I am not saying that we have no reason to be concerned about the future. I’m not saying we don’t need to be prepared. Our prophets have spoken about personal preparedness and we should heed them. But I am certain–absolutely certain–that the messages coming from our leaders during this difficult time are NOT ones of doom, but are instead messages of hope. What they are asking us to do, in fact, is be hopeful.

Choosing not to be afraid doesn’t mean that we’re blind, or not paying attention, or clueless. I’ve had to learn for myself during other challenging times that engaging in anxiety is not a way to prove that I’m being responsible or smart.

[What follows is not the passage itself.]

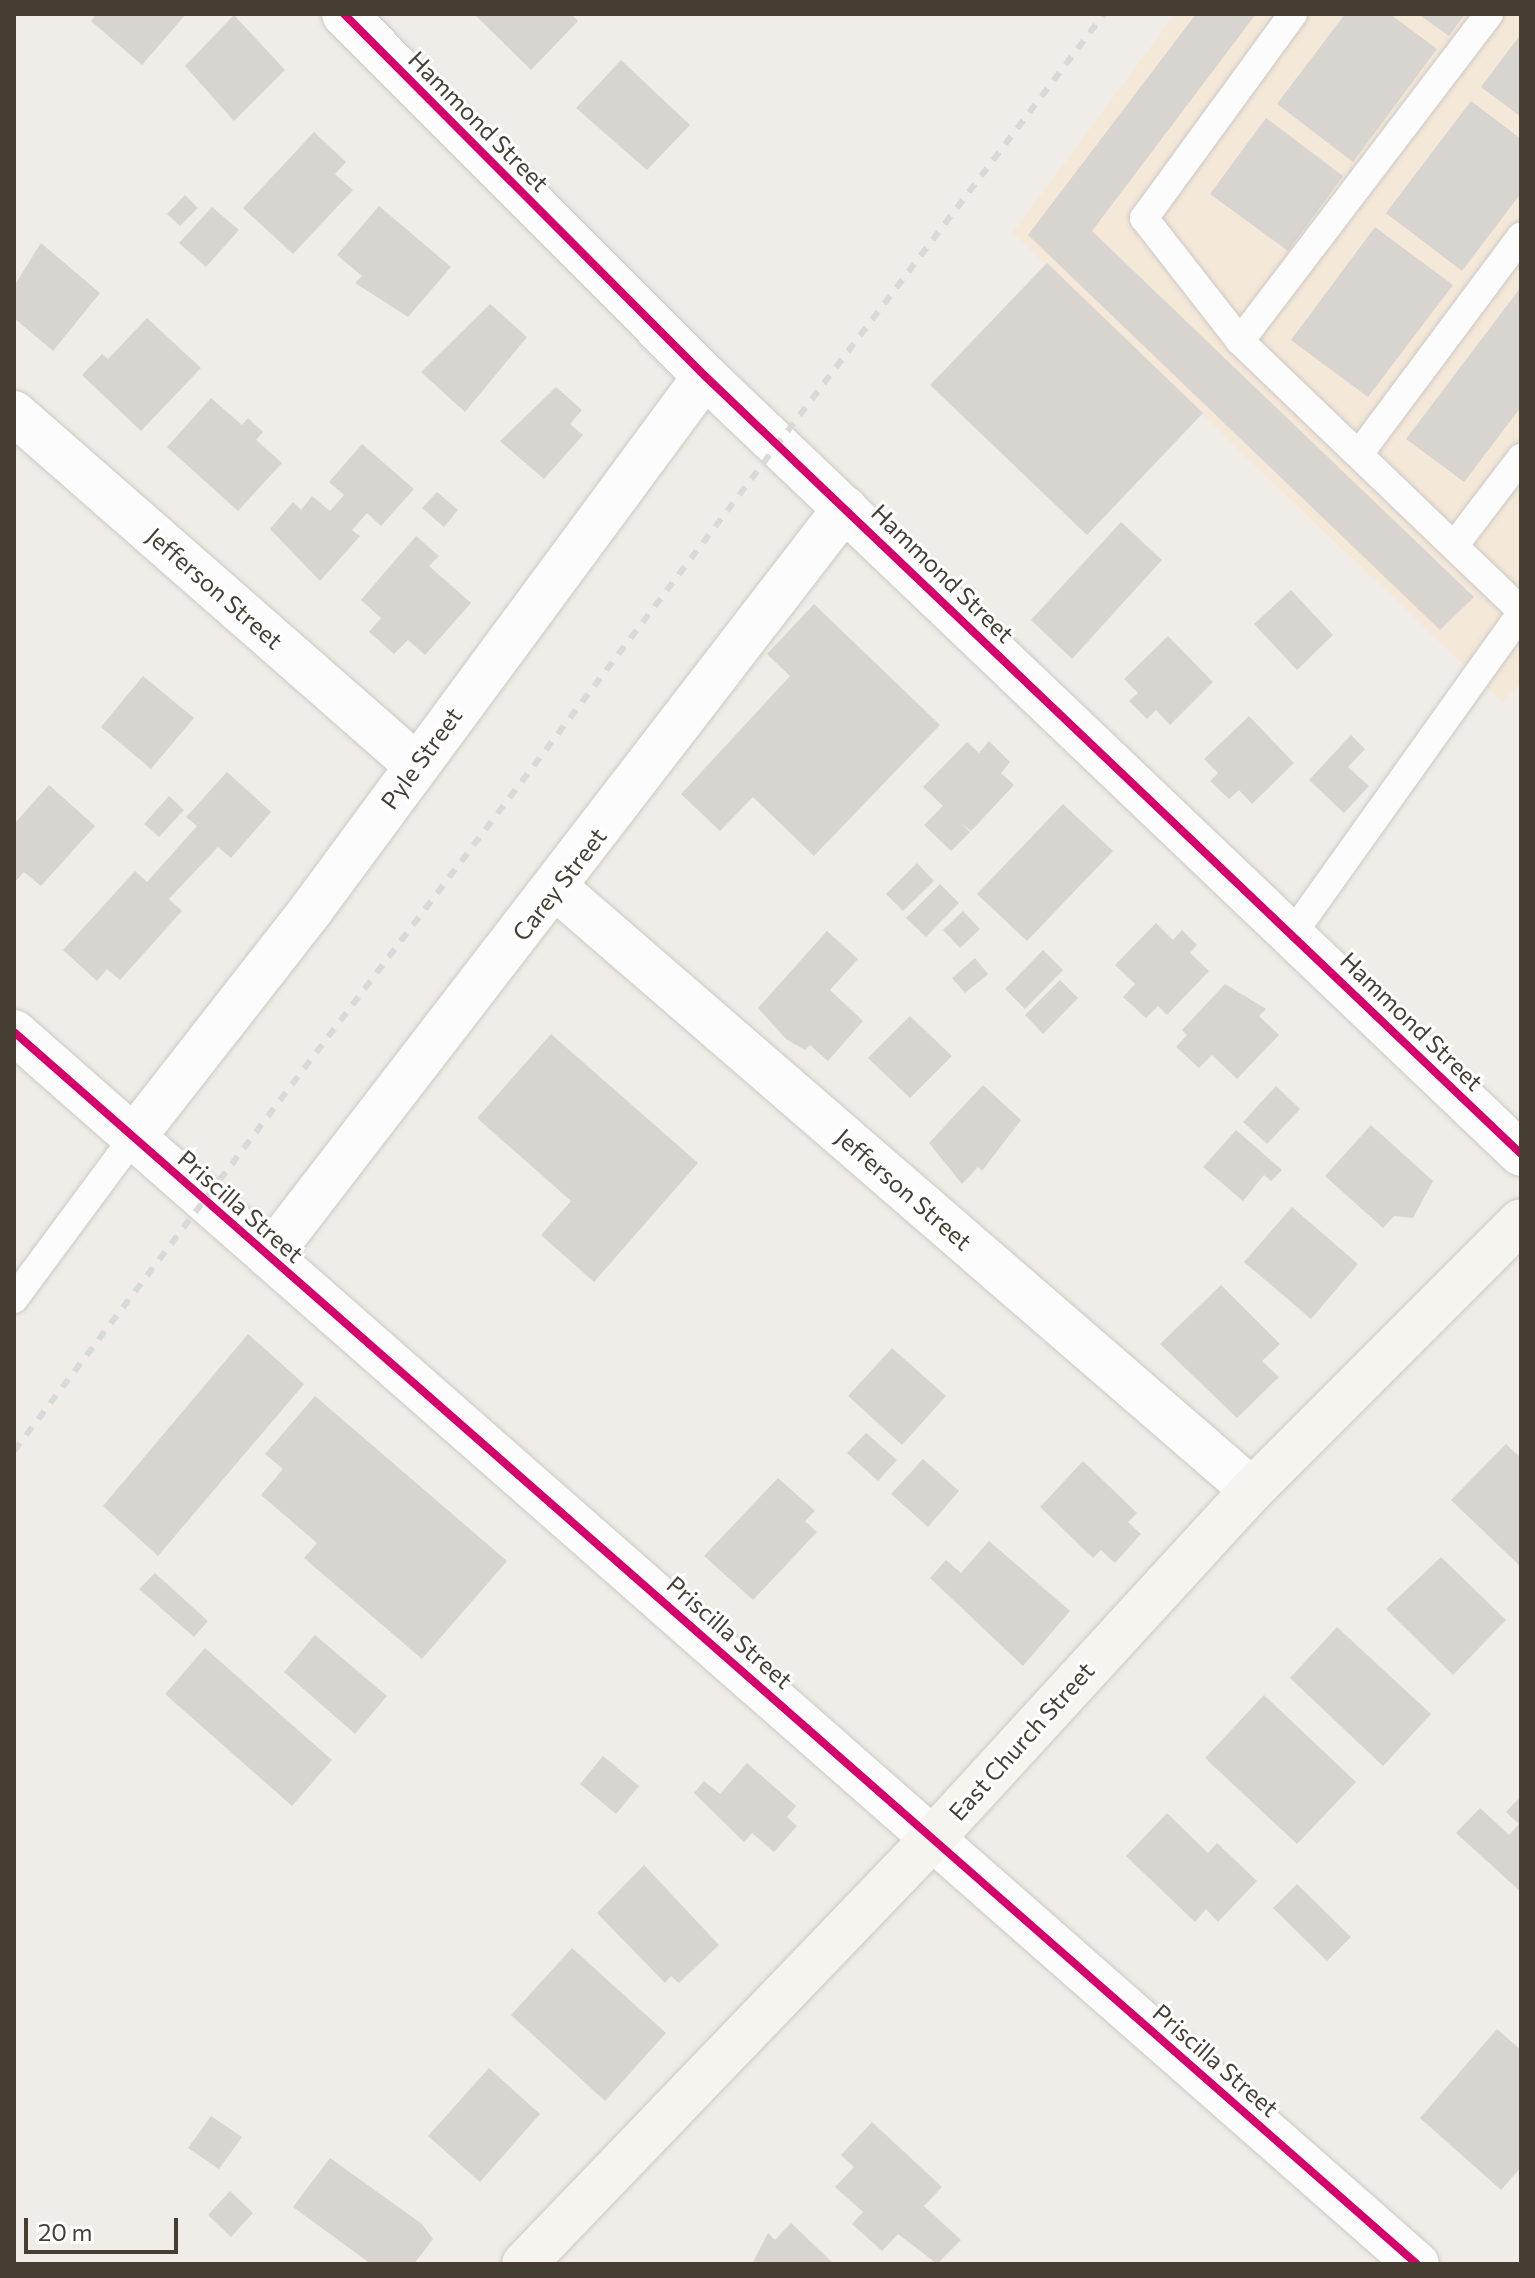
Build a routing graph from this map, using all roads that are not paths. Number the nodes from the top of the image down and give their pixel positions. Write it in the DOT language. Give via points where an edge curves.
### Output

It’s been hard for me to give up my anxiety in the past . . . because what if all my worries were right and I’d stopped worrying? People would think I was being irresponsible and blind! Oh, the horror! But you know what? I’ve decided it’s better not to trade my peace of mind right now–today–for the off chance that others might judge me as a blind Pollyanna tomorrow.

This is why hope is such a difficult spiritual commandment. Harder, even, than faith, and essential step on the path toward charity. You have to risk looking stupid to live a hope-filled life, and there’s nothing I hate more than looking stupid.

Oh, except crippling worry and doubt and fear.

So buy your beans. Check your 72 hour kits. Then take a deep breath, say a prayer, and give yourself the gift of trusting in the future, in all its brightness.